Abstract:
A computing apparatus that is capable of taking over processing from a primary computer. The computing apparatus includes a confirmation-based file system cache flush mechanism that prevents loss of uncommitted data during a primary computer failure and a filter driver that is capable of functioning as a network file system driver in a first mode of operation and as an invisible pass through to the underlying local file system driver in a second mode of operation. A computer system that includes a primary and a secondary computer that have these features is also disclosed.

Description:
FIELD OF THE INVENTION 
     The present invention relates to computer systems and, more specifically, to the transfer (or “fail-over”) of processes from a primary computer to a secondary computer during failure of the primary computer. 
     BACKGROUND OF THE INVENTION 
     A primary computer may be any computer that is the preferred application server in a group of two or more computers. A secondary computer may be any computer that takes over or provides “fail-over” protection for a failing primary computer. The secondary computer typically receives the physical file system, network identity and executing applications of the primary during a fail-over.
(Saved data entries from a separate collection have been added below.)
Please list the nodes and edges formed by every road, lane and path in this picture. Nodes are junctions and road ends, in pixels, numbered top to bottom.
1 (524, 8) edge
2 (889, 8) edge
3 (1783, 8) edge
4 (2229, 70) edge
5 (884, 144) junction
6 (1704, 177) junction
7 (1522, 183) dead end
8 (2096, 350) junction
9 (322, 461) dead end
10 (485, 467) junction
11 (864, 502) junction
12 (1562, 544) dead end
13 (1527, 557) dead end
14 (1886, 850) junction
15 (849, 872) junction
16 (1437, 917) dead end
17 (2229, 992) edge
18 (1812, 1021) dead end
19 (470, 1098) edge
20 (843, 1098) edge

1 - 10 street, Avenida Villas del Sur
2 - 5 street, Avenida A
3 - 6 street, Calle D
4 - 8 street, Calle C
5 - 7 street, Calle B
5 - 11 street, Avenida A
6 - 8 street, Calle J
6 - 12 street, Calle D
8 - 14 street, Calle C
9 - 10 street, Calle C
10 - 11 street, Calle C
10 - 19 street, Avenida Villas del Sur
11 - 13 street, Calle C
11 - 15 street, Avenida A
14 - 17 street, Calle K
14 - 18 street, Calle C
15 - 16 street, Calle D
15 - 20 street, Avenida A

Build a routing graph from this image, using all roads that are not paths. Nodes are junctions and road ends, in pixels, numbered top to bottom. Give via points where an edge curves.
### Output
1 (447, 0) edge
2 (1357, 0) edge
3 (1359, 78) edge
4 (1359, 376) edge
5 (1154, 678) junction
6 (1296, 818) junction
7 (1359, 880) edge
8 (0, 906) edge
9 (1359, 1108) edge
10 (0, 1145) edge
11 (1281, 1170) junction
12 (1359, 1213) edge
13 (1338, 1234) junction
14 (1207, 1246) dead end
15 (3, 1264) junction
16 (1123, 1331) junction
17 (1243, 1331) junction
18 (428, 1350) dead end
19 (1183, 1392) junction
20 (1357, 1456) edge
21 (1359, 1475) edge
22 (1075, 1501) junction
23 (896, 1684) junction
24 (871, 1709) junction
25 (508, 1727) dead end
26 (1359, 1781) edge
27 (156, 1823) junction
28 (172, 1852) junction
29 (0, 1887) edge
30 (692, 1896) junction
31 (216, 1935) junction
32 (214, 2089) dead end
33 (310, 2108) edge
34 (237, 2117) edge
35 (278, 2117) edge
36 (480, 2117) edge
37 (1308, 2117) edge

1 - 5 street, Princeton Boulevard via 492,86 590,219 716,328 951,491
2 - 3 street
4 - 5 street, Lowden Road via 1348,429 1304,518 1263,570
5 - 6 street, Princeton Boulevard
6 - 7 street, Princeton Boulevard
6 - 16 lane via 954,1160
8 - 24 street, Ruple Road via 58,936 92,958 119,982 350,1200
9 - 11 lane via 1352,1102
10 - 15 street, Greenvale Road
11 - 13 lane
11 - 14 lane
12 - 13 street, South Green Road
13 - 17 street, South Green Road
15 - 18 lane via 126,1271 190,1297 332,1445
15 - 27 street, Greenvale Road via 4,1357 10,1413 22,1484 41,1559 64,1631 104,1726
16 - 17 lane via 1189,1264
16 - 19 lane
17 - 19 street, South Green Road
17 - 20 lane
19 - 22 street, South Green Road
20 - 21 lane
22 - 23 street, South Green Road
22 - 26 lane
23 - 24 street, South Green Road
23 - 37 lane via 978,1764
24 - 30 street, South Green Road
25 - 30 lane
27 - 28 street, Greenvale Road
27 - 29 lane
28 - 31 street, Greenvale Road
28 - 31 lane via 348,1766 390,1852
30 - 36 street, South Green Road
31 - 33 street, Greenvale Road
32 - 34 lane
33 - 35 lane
Prior to fail-over, the secondary computer may be both an application processor and a standby computer or simply a standby computer. 
     In some paired, clustered or networked primary and secondary computer arrangements, the physical storage media may be a shared physical volume such as arbitrated and lockable shared disks. In other arrangements, the physical storage media for the primary and secondary computers may be separate physical volumes and include a network based file system volume replication scheme where the contents of the file system stored on the primary physical storage media is also copied to the secondary physical storage media. Representative primary and secondary computer arrangements include those described in U.S. Pat. No. 5,696,895, issued to Hemphill et al for Fault Tolerant Multiple Network Servers, U.S. Pat. No. 5,675,723, issued to Ekrot et al for Multi-Server Fault Tolerance Using In-Band Signaling and U.S. Pat. No. 5,157,663, issued to Major et al for a Fault Tolerant Computer System, as well as those commercially available from NCR Corporation (product name “LifeKeeper”) and Microsoft Corporation (product name “MS Cluster Server”). A network based file system volume replication scheme is also commercially available from NCR Corporation, assignee of the present application, under the product name “Extended Mirroring”. 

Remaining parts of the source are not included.